*HOW TO COMPLETE THIS TASK:* Show all the lines in the data below that include the word "street".

**** GIVEN ENTRIES

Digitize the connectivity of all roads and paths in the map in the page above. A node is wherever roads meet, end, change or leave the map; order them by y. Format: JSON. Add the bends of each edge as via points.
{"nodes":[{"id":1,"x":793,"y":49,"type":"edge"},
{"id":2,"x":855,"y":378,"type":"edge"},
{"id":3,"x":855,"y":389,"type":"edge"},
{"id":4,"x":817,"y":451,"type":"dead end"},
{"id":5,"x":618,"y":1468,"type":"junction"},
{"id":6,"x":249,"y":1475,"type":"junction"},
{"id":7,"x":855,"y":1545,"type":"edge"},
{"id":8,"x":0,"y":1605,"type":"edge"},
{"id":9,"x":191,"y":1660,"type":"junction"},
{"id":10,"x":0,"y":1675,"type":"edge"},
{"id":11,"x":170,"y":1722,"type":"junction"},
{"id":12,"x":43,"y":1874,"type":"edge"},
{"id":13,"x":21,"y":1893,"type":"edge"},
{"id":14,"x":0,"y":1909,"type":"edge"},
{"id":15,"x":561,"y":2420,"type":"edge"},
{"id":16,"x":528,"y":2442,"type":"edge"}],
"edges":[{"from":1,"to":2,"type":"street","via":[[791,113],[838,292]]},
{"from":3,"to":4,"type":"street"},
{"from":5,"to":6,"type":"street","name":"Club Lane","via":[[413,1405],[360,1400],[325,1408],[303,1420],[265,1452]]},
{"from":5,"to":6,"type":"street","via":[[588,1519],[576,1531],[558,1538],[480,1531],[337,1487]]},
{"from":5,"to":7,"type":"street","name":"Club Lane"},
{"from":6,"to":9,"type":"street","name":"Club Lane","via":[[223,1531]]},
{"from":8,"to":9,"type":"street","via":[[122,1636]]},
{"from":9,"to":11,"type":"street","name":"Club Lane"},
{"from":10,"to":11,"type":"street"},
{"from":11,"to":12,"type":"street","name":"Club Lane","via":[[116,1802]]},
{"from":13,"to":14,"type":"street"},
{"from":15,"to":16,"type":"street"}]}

********

*RESULT FOR THIS EXERCISE:*
"edges":[{"from":1,"to":2,"type":"street","via":[[791,113],[838,292]]},
{"from":3,"to":4,"type":"street"},
{"from":5,"to":6,"type":"street","name":"Club Lane","via":[[413,1405],[360,1400],[325,1408],[303,1420],[265,1452]]},
{"from":5,"to":6,"type":"street","via":[[588,1519],[576,1531],[558,1538],[480,1531],[337,1487]]},
{"from":5,"to":7,"type":"street","name":"Club Lane"},
{"from":6,"to":9,"type":"street","name":"Club Lane","via":[[223,1531]]},
{"from":8,"to":9,"type":"street","via":[[122,1636]]},
{"from":9,"to":11,"type":"street","name":"Club Lane"},
{"from":10,"to":11,"type":"street"},
{"from":11,"to":12,"type":"street","name":"Club Lane","via":[[116,1802]]},
{"from":13,"to":14,"type":"street"},
{"from":15,"to":16,"type":"street"}]}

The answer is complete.